(Dataset excerpts)
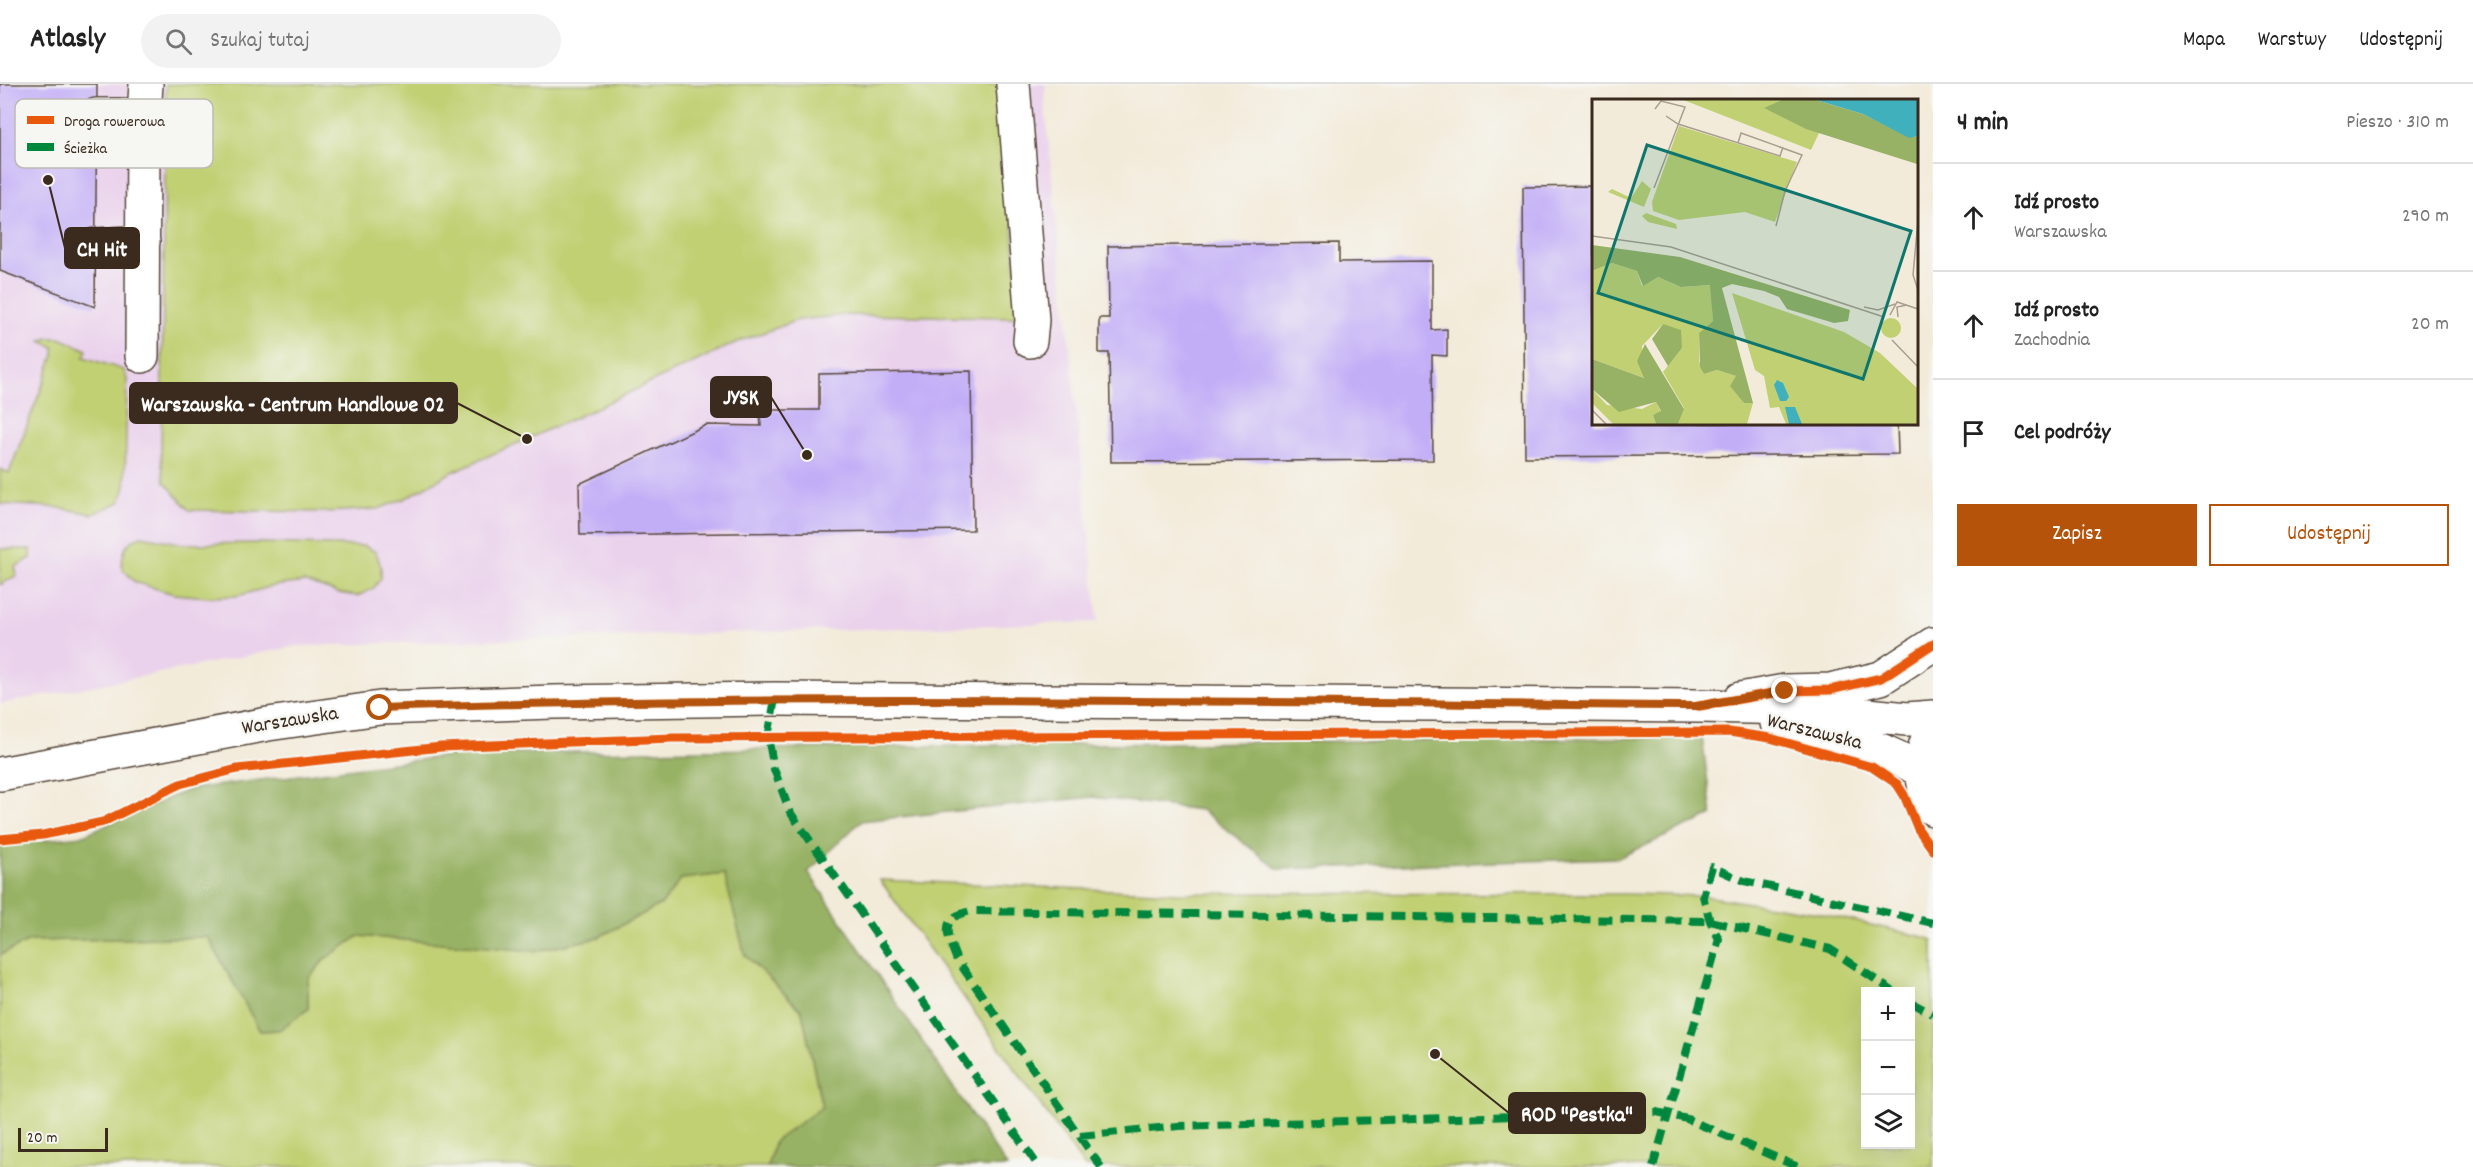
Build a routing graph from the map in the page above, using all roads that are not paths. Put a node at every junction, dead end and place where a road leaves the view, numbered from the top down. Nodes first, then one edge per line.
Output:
1 (1013, 84) edge
2 (144, 168) edge
3 (143, 242) junction
4 (96, 245) dead end
5 (1030, 341) dead end
6 (142, 356) dead end
7 (1933, 644) edge
8 (1699, 706) junction
9 (1933, 717) edge
10 (1933, 727) edge
11 (1923, 773) junction
12 (0, 774) edge
13 (1933, 809) edge

1 - 5 main road
2 - 3 main road
3 - 4 main road
3 - 6 main road
7 - 8 main road
8 - 9 main road, Warszawska
8 - 11 main road, Warszawska
8 - 12 main road, Warszawska
10 - 11 main road
11 - 13 main road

About this exercise:
Write out all the entries again, word for word, and print no images.

Response area:
Build a routing graph from the map in the page above, using all roads that are not paths. Put a node at every junction, dead end and place where a road leaves the view, numbered from the top down. Nodes first, then one edge per line.
Output:
1 (1013, 84) edge
2 (144, 168) edge
3 (143, 242) junction
4 (96, 245) dead end
5 (1030, 341) dead end
6 (142, 356) dead end
7 (1933, 644) edge
8 (1699, 706) junction
9 (1933, 717) edge
10 (1933, 727) edge
11 (1923, 773) junction
12 (0, 774) edge
13 (1933, 809) edge

1 - 5 main road
2 - 3 main road
3 - 4 main road
3 - 6 main road
7 - 8 main road
8 - 9 main road, Warszawska
8 - 11 main road, Warszawska
8 - 12 main road, Warszawska
10 - 11 main road
11 - 13 main road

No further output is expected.